Transcribe all the lines below exactly. Omit the pictures.

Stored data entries
++++
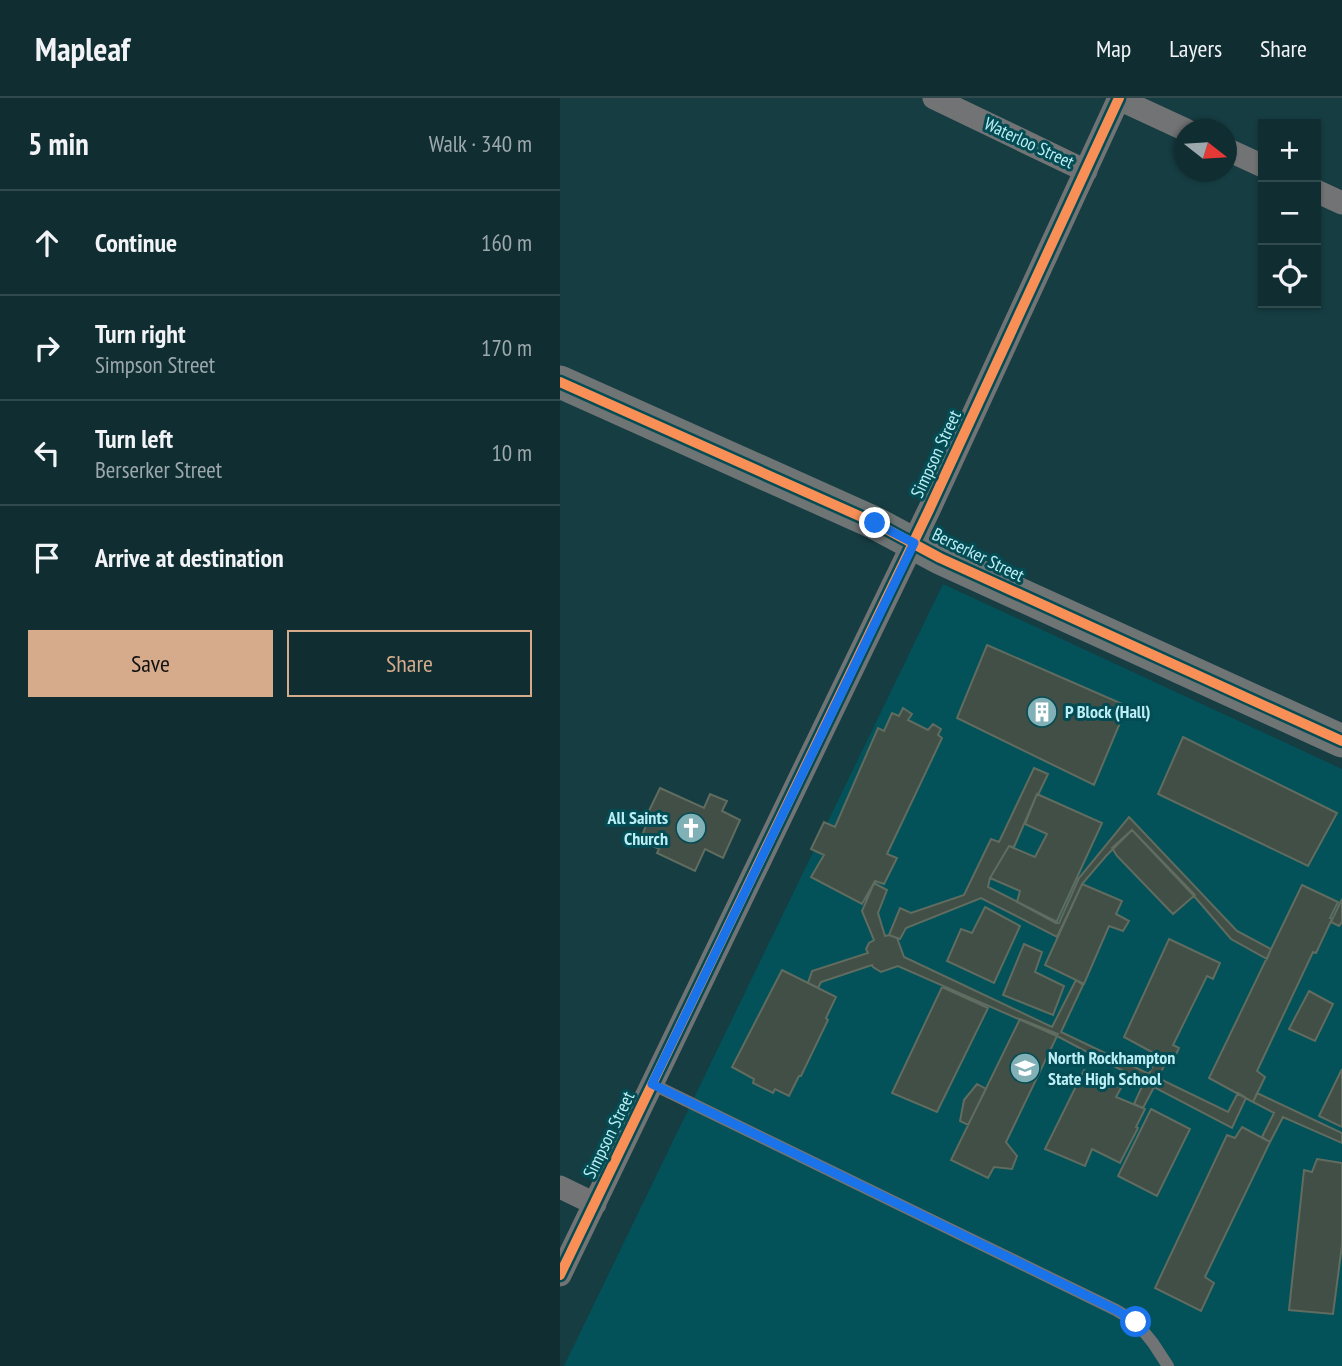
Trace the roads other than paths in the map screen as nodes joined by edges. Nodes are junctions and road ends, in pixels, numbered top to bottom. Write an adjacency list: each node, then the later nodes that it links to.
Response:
1 (934, 98): 6 (street, Waterloo Street)
2 (1119, 98): 3 (street); 6 (street, Simpson Street)
3 (1174, 124)
4 (1237, 154): 5 (street)
5 (1258, 164)
6 (1086, 171): 10 (street, Simpson Street)
7 (1321, 193): 8 (street)
8 (1342, 203)
9 (560, 382): 10 (street, Berserker Street)
10 (914, 543): 11 (street, Berserker Street); 12 (street, Simpson Street)
11 (1342, 741)
12 (652, 1084): 14 (street, Simpson Street); 16 (lane)
13 (560, 1188): 14 (street)
14 (595, 1204): 15 (street, Simpson Street)
15 (560, 1275)
16 (1168, 1366)

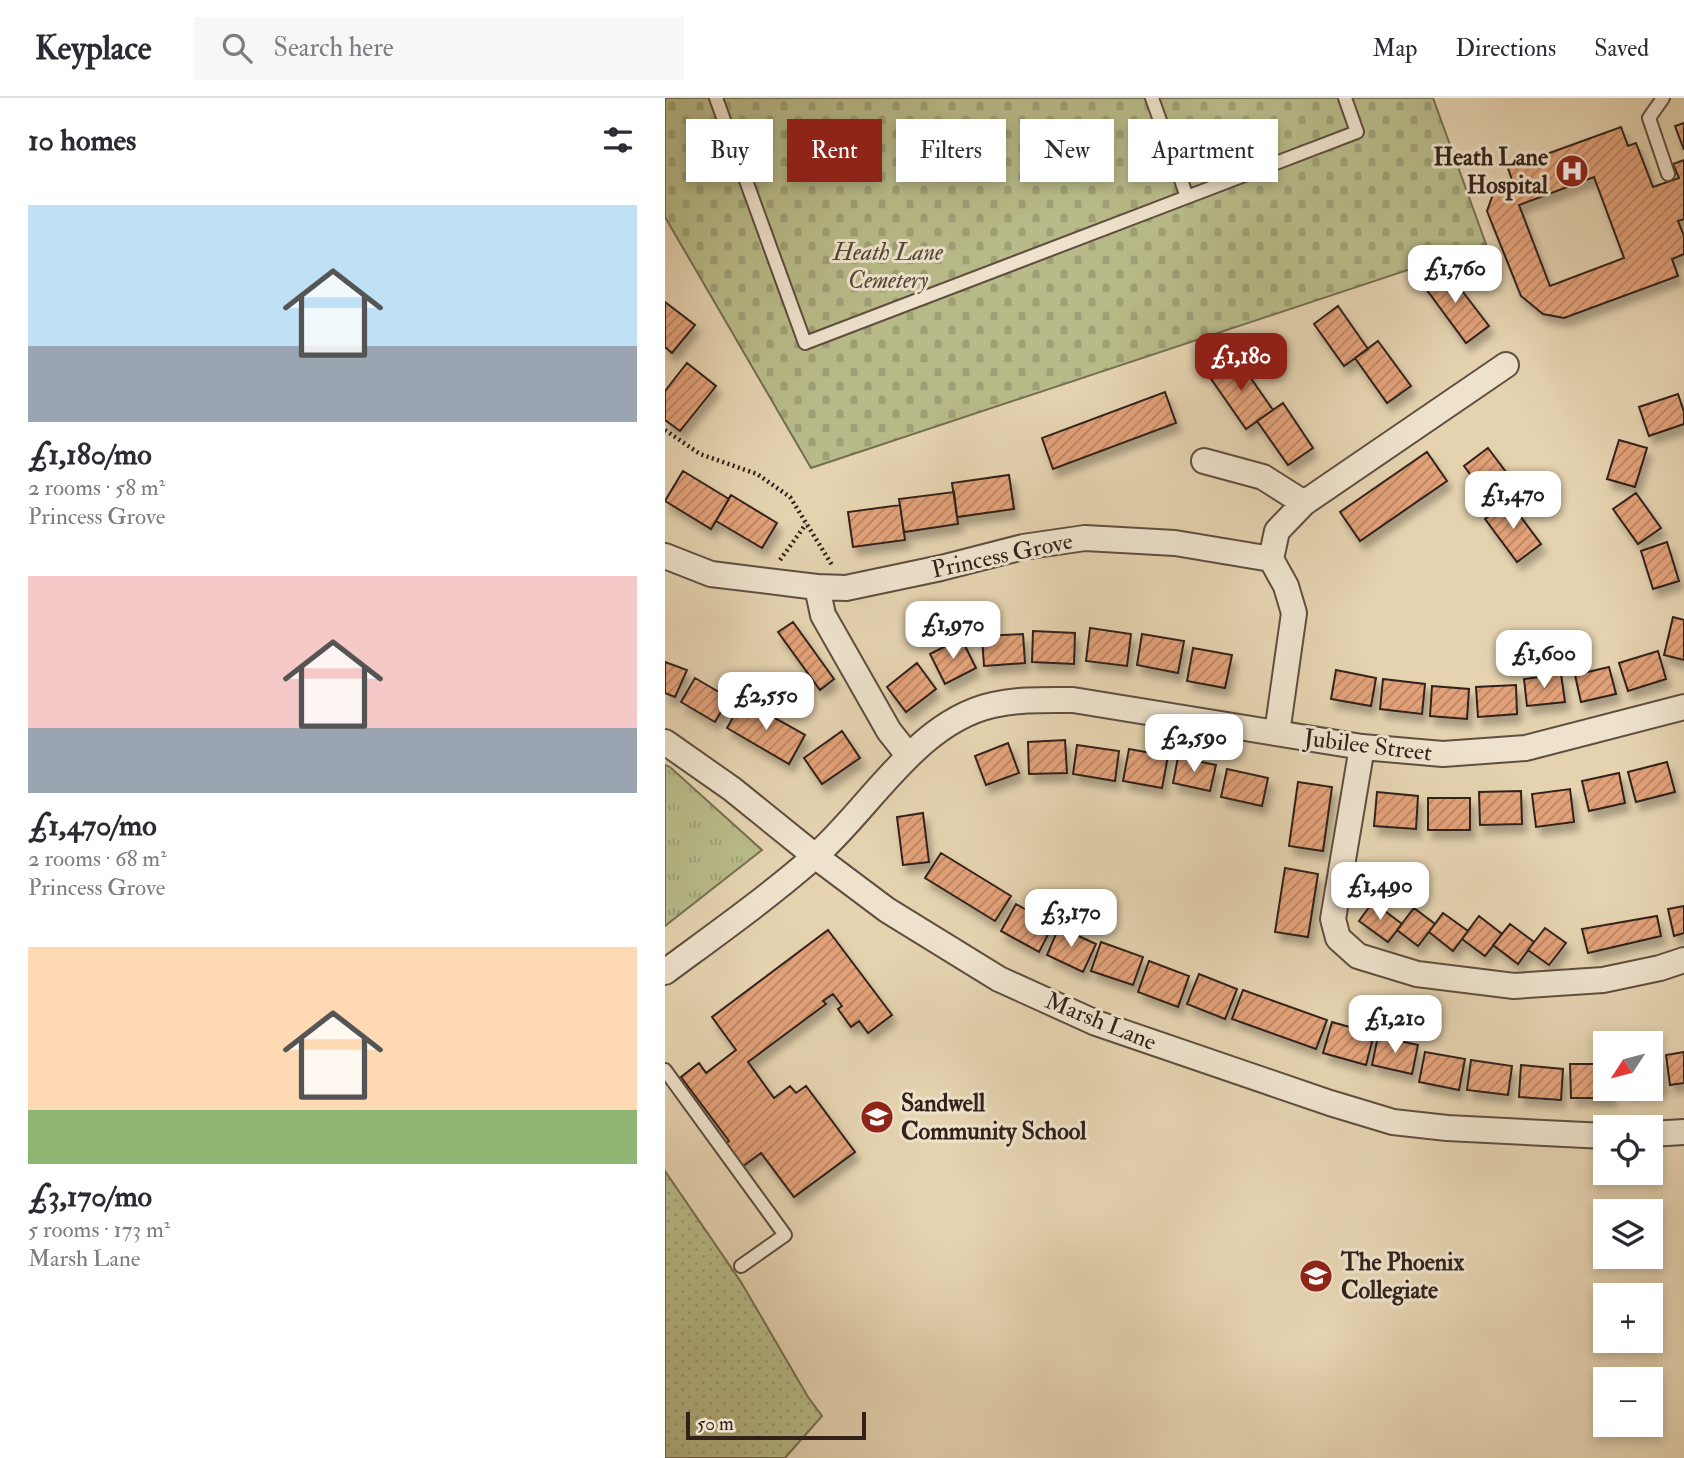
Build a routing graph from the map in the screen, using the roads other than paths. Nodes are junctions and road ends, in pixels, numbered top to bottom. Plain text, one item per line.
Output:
1 (716, 98) edge
2 (1151, 98) edge
3 (1345, 98) edge
4 (1663, 98) edge
5 (1668, 174) dead end
6 (1187, 197) junction
7 (1506, 365) dead end
8 (1204, 461) dead end
9 (1304, 503) junction
10 (665, 556) edge
11 (1271, 559) junction
12 (817, 587) junction
13 (1684, 707) edge
14 (1277, 733) junction
15 (665, 742) edge
16 (1362, 747) junction
17 (908, 755) junction
18 (815, 856) junction
19 (1684, 960) edge
20 (665, 972) edge
21 (665, 1070) edge
22 (1684, 1132) edge
23 (1663, 1133) edge
24 (1593, 1135) edge
25 (741, 1266) dead end

1 - 6 lane
2 - 6 lane
3 - 6 lane
4 - 5 lane
7 - 9 street
8 - 9 street
9 - 11 street
10 - 12 street, Princess Grove
11 - 12 street, Princess Grove
11 - 14 street
12 - 17 street
13 - 16 street, Jubilee Street
14 - 16 street, Jubilee Street
14 - 17 street, Jubilee Street
15 - 18 street, Marsh Lane
16 - 19 street
17 - 18 street, Jubilee Street
18 - 20 street, Jubilee Street
18 - 24 street, Marsh Lane
21 - 25 lane
22 - 23 street

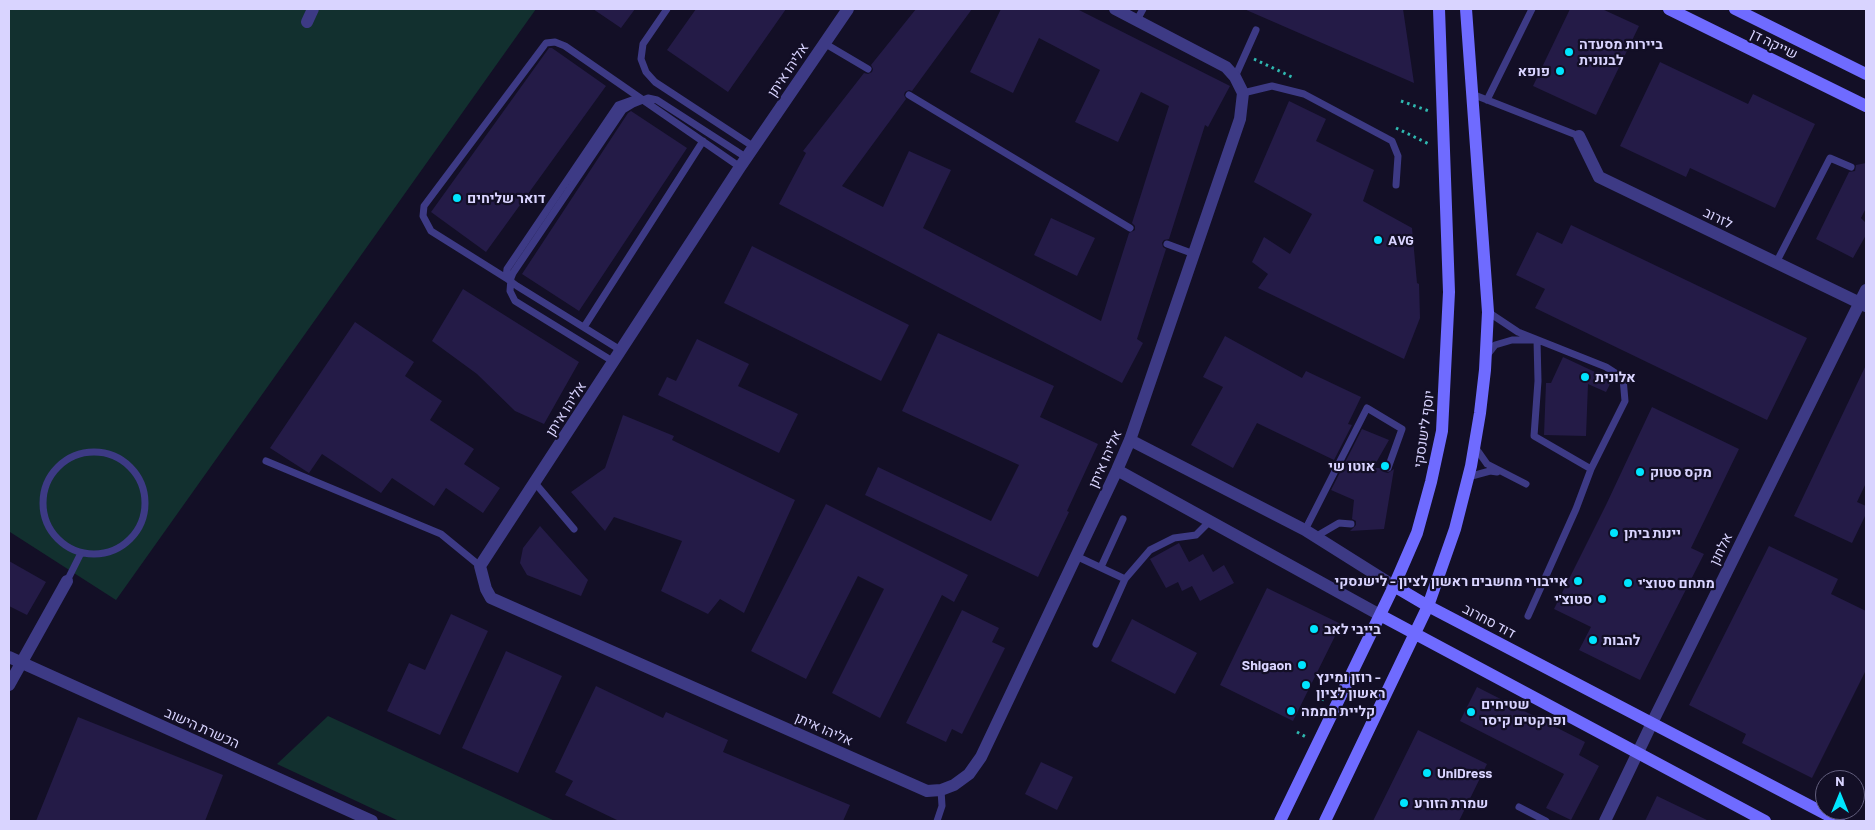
++++
Output:
Trace the roads other than paths in the map screen as nodes joined by edges. Nodes are junctions and road ends, in pixels, numbered top to bottom. Write an adjacency list: each node, then the later nodes that it links to.
Response:
1 (934, 98): 6 (street, Waterloo Street)
2 (1119, 98): 3 (street); 6 (street, Simpson Street)
3 (1174, 124)
4 (1237, 154): 5 (street)
5 (1258, 164)
6 (1086, 171): 10 (street, Simpson Street)
7 (1321, 193): 8 (street)
8 (1342, 203)
9 (560, 382): 10 (street, Berserker Street)
10 (914, 543): 11 (street, Berserker Street); 12 (street, Simpson Street)
11 (1342, 741)
12 (652, 1084): 14 (street, Simpson Street); 16 (lane)
13 (560, 1188): 14 (street)
14 (595, 1204): 15 (street, Simpson Street)
15 (560, 1275)
16 (1168, 1366)

Build a routing graph from the map in the screen, using the roads other than paths. Nodes are junctions and road ends, in pixels, numbered top to bottom. Plain text, one item per line.
Output:
1 (716, 98) edge
2 (1151, 98) edge
3 (1345, 98) edge
4 (1663, 98) edge
5 (1668, 174) dead end
6 (1187, 197) junction
7 (1506, 365) dead end
8 (1204, 461) dead end
9 (1304, 503) junction
10 (665, 556) edge
11 (1271, 559) junction
12 (817, 587) junction
13 (1684, 707) edge
14 (1277, 733) junction
15 (665, 742) edge
16 (1362, 747) junction
17 (908, 755) junction
18 (815, 856) junction
19 (1684, 960) edge
20 (665, 972) edge
21 (665, 1070) edge
22 (1684, 1132) edge
23 (1663, 1133) edge
24 (1593, 1135) edge
25 (741, 1266) dead end

1 - 6 lane
2 - 6 lane
3 - 6 lane
4 - 5 lane
7 - 9 street
8 - 9 street
9 - 11 street
10 - 12 street, Princess Grove
11 - 12 street, Princess Grove
11 - 14 street
12 - 17 street
13 - 16 street, Jubilee Street
14 - 16 street, Jubilee Street
14 - 17 street, Jubilee Street
15 - 18 street, Marsh Lane
16 - 19 street
17 - 18 street, Jubilee Street
18 - 20 street, Jubilee Street
18 - 24 street, Marsh Lane
21 - 25 lane
22 - 23 street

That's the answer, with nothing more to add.